Open-space purchases allow for scenic network of hiking paths New coastal trails, with a view

Within five years, Sonoma County hikers may be able to walk within sight or scent of the ocean from Sea Ranch to Bodega Bay, along some 40 miles of the gradually emerging California Coastal Trail.

It may also be possible to walk along 20 miles of inland meadow and forest trails from the coast to Occidental before 2010.

It's happening now because of a recent spate of land acquisitions by the county Open Space District and pledges of funding to supplement local budgets from the state Coastal Conservancy.

The trails, designed primarily for hikers, will offer breathtaking views that can't be seen from the road, said Craig Anderson, executive director of LandPaths, a nonprofit that works with agencies and land owners on trail issues.

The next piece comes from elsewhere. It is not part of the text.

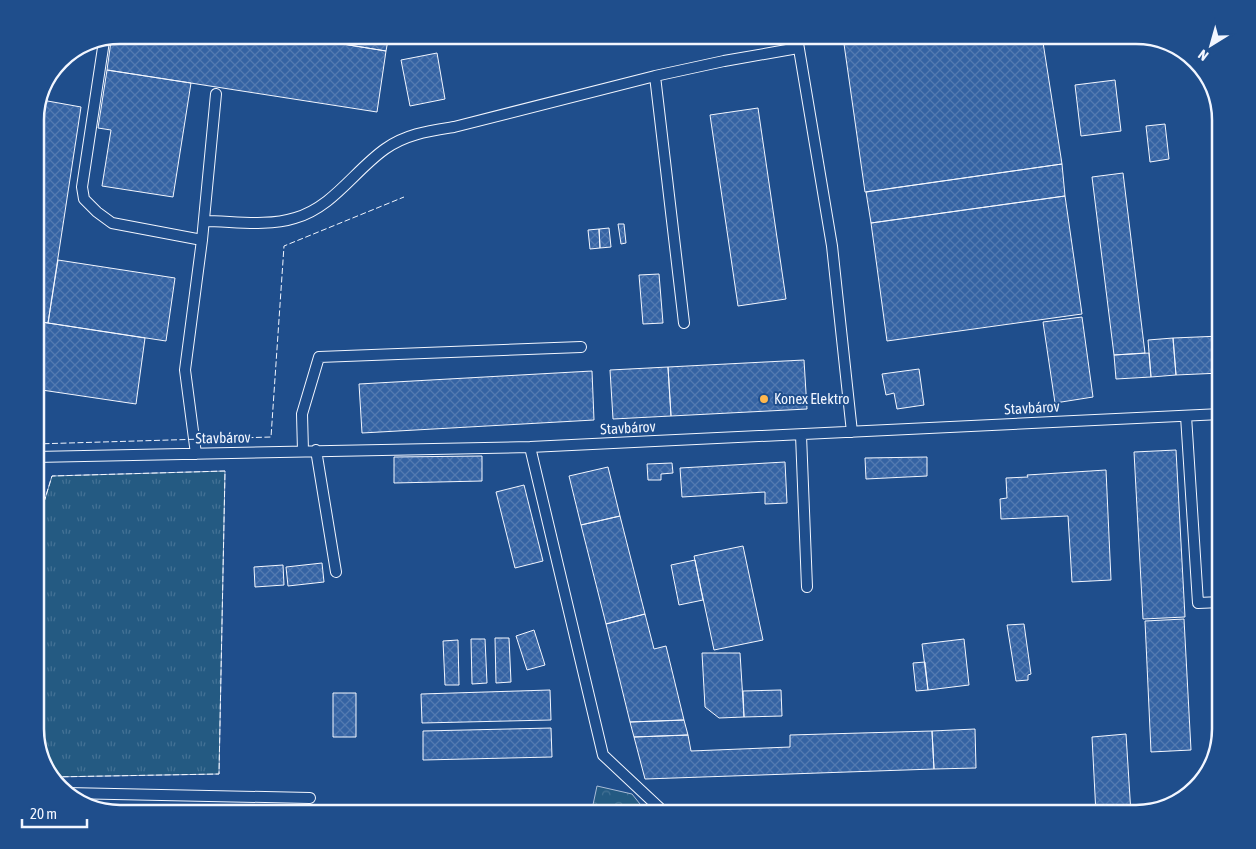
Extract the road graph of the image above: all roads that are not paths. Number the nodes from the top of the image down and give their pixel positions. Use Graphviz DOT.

"There are views of Bodega Bay and Point Reyes and Tomales that only cows have seen for the last 100 years," Anderson said. "Soon you will be able to look out on the Pacific Ocean from the top of a windswept ridge, over a timeless Sonoma County landscape."

The idea of a continuous, 1,200-mile-long trail along the California coast was included in the state's 1972 Coastal Conservation Act, which sets a priority on public access to the coast.

But it wasn't until 2001 that the Legislature charged the state Coastal Conservancy with implementing a walking route from the Oregon state line to the Mexican border.

The coast trail serves several purposes: It prevents private beachfront owners from locking out the public; provides enjoyable exercise - one out of every three people nationwide hikes or walks; and allows people a taste of the diversity and grandeur of the California coastline.

"It is just a great, wonderful thing to do," said Richard Nichols, who has lobbied vigorously for a coastal trail as the head of Sebastopol-based CoastWalk, a nonprofit organization.

The cost of a trail stretching along Sonoma County's 62 miles of coastline has been estimated at $11 million. But much of the work has already been done, and Sonoma County is way ahead of the rest of the coastal counties, said Richard Retecki, project manager for the Coastal Conservancy.